Pour ce qui semble prendre le chemin d’une chronique sociale, Emmanuel Lepage a adopté un style en phase avec ce type de récit. Sans revenir à l’époque de Névé, si Oh les filles ! conserve les stigmates des évolutions graphiques amorcées avec Muchacho et La terre sans mal, notamment en termes d’éclairage, il est de manière évidente moins fourni en détails. Par ailleurs, il est étonnant de constater que le rendu des couleurs est par bien des aspects semblable à celui obtenu par Laurent Hirn dans Le sourire du clown, bande dessinée tout autant axée vers l’actualité.
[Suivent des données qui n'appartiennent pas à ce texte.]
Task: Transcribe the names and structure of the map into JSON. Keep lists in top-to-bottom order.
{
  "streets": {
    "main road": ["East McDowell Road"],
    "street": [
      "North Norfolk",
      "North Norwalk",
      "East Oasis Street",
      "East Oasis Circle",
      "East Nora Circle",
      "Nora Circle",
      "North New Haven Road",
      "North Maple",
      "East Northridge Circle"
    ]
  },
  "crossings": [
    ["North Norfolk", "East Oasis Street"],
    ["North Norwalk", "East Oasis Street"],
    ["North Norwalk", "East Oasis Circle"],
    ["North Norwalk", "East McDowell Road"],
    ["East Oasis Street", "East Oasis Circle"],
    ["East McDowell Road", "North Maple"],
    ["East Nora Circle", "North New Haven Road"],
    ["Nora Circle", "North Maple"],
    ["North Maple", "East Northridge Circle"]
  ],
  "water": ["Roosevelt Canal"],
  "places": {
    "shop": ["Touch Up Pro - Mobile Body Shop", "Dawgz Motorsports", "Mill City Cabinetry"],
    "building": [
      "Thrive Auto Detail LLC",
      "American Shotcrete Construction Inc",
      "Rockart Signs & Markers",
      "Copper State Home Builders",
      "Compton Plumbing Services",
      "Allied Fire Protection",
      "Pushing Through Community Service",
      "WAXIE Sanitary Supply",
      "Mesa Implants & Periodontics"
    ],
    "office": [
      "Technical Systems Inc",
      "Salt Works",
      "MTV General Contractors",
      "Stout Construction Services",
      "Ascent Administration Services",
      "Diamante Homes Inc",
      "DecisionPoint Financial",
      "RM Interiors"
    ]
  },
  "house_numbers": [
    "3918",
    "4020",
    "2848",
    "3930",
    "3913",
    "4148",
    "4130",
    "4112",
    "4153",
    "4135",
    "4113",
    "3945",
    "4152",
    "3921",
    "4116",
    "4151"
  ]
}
Actualité, parce que derrière une apparente légèreté, il est aisé de sentir poindre des thèmes d’une toute autre gravité. Certes, ce premier tome est relativement chargé de stéréotypes en tous genres, positifs ou négatifs, ce qui peut agacer. Mais il est aussi possible de s’interroger sur l'intention délibérée ou non, de la scénariste Sophie Michel, de jouer avec des situations familiales construites autour de poncifs aussi chargés en symboles. S’il ne se passe pas nécessairement grand-chose à proprement parler pendant cette "installation", il est vraisemblable que ce sont là de solides fondations qui se mettent en place pour la suite. L’apparente et relative tranquillité qui se fissure sur la fin laisse présager un changement de tempo qui devrait être des plus intéressants. L’évolution de ces trois filles, issues de milieux radicalement différents, alors que l’adolescence pointe son nez, avec son cortège de désillusions, n’ira pas sans poser des questions. A leur jeune âge les barrières sociales ne sont pas encore érigées et les trois petites se sont liées. Mais que va-t-il advenir de leur relation, lorsqu'adolecentes, les différences vont pointer le nez ? Les regroupements culturels, religieux et sociaux, vont-ils jouer pour reprendre insidieusement leurs droits « ad vitam aeternam » ? Ce sont apparemment des points que Sophie Michelle souhaite explorer ultérieurement.
Cette première partie laisse sur sa faim, dans l'attente de découvrir les chemins qu'emprunteront les auteurs. Ce qui ressemble pour l'heure à de grosses ficelles pourrait se révéler un leurre et la suite, qui conclura aussi l'histoire, pourrait bien révéler d'une véritable finesse pour développer un point de vue sur des sujets contemporains.
Chronique de la vie de 3 petites filles que rien ne prédispose à se rencontrer. Pourtant, le hasard de la vie fait qu'elles deviennent de bonnes copines et s'ouvrent, par la force des choses, à la différence.
Si les situations familiales sont un peu caricaturales (la famille immigrée, la maman qui chérit sa fille parce qu'elle l'élève seule, et la famille bourgeoise qui substitue l'amour au fric), le thème est bien traité et le graphisme élégant. De plus, il n'y a pas de manichéisme, ce qui est plutôt pas mal dans ce cadre très formaté.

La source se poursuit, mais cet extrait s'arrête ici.